2009-11-19
The corollary for effective anti-spam heuristics
Last time I mentioned that spammers were
perfectly capable of adopting their practices to defeat anti-spam
heuristics like requiring a valid EHLO
or reverse DNS, and so such
heuristics were, if effective and widely adopted, at best a temporary
fix. This raises an obvious corollary about good anti-spam heuristics.
Since spammers will adopt when it is both useful and possible, a good anti-spam heuristic is some characteristic of the message or of how it is transmitted that the spammer cannot easily change. While people have made various stabs at this in the past (and will no doubt continue to do so in the future), the problem for anti-spam efforts is that such characteristics have been hard to find, partly because spammers have proven to be very ingenious about finding ways to change them.
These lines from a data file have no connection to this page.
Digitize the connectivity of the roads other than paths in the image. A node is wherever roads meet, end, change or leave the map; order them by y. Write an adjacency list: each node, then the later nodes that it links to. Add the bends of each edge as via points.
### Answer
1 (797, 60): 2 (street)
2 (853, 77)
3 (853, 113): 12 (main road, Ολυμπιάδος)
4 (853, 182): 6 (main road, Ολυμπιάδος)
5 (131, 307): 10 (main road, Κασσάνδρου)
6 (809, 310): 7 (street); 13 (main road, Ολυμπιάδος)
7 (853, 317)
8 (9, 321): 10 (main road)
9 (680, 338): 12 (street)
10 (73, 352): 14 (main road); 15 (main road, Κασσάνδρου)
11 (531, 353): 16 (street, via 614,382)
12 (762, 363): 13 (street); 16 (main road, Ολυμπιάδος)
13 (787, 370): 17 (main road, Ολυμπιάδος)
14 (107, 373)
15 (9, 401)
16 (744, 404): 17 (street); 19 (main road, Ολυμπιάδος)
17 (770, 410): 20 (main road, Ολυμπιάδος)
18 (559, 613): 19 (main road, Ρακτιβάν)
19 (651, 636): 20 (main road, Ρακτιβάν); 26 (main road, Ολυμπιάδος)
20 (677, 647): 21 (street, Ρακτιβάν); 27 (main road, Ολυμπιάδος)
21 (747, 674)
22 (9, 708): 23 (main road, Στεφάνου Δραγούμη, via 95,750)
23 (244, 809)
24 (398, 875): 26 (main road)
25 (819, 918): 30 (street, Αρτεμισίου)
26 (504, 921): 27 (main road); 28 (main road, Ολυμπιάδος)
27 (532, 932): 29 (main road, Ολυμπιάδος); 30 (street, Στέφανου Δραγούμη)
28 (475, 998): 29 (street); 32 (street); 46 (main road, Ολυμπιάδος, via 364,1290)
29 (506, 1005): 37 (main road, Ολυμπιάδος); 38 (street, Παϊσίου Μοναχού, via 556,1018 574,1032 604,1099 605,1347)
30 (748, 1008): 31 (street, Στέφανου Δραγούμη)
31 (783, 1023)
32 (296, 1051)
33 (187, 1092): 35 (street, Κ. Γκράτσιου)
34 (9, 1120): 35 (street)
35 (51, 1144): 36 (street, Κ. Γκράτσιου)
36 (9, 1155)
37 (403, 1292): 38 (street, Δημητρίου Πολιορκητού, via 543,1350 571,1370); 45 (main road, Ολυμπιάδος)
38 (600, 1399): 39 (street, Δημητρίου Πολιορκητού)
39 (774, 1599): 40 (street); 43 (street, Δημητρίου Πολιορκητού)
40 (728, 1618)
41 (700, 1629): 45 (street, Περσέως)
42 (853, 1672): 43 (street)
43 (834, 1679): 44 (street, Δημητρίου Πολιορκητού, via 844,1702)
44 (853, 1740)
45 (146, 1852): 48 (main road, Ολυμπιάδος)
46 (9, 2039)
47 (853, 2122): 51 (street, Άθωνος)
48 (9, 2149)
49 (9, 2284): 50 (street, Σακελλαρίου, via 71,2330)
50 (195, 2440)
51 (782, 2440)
(For a small example, are anti-spam systems matching on the characteristic phrases of your advance fee frauds in email? No problem, just put your pitches in file attachments. I await with resignation the day the spammers start sending PDFs, not just Word .doc files, since a sufficiently ingenious spammer can make a PDF that is very hard to analyse.)
I am not convinced that it's even theoretically possible to come up with good (under this definition) anti-spam heuristics in any sort of general environment, partly for reasons that run up against the fundamental spam problem.
(While current heuristics are effective, my strong impression is that they are a laboriously maintained and ever-evolving collection of more or less ad-hoc rules. This doesn't necessarily scale, and it's expensive.)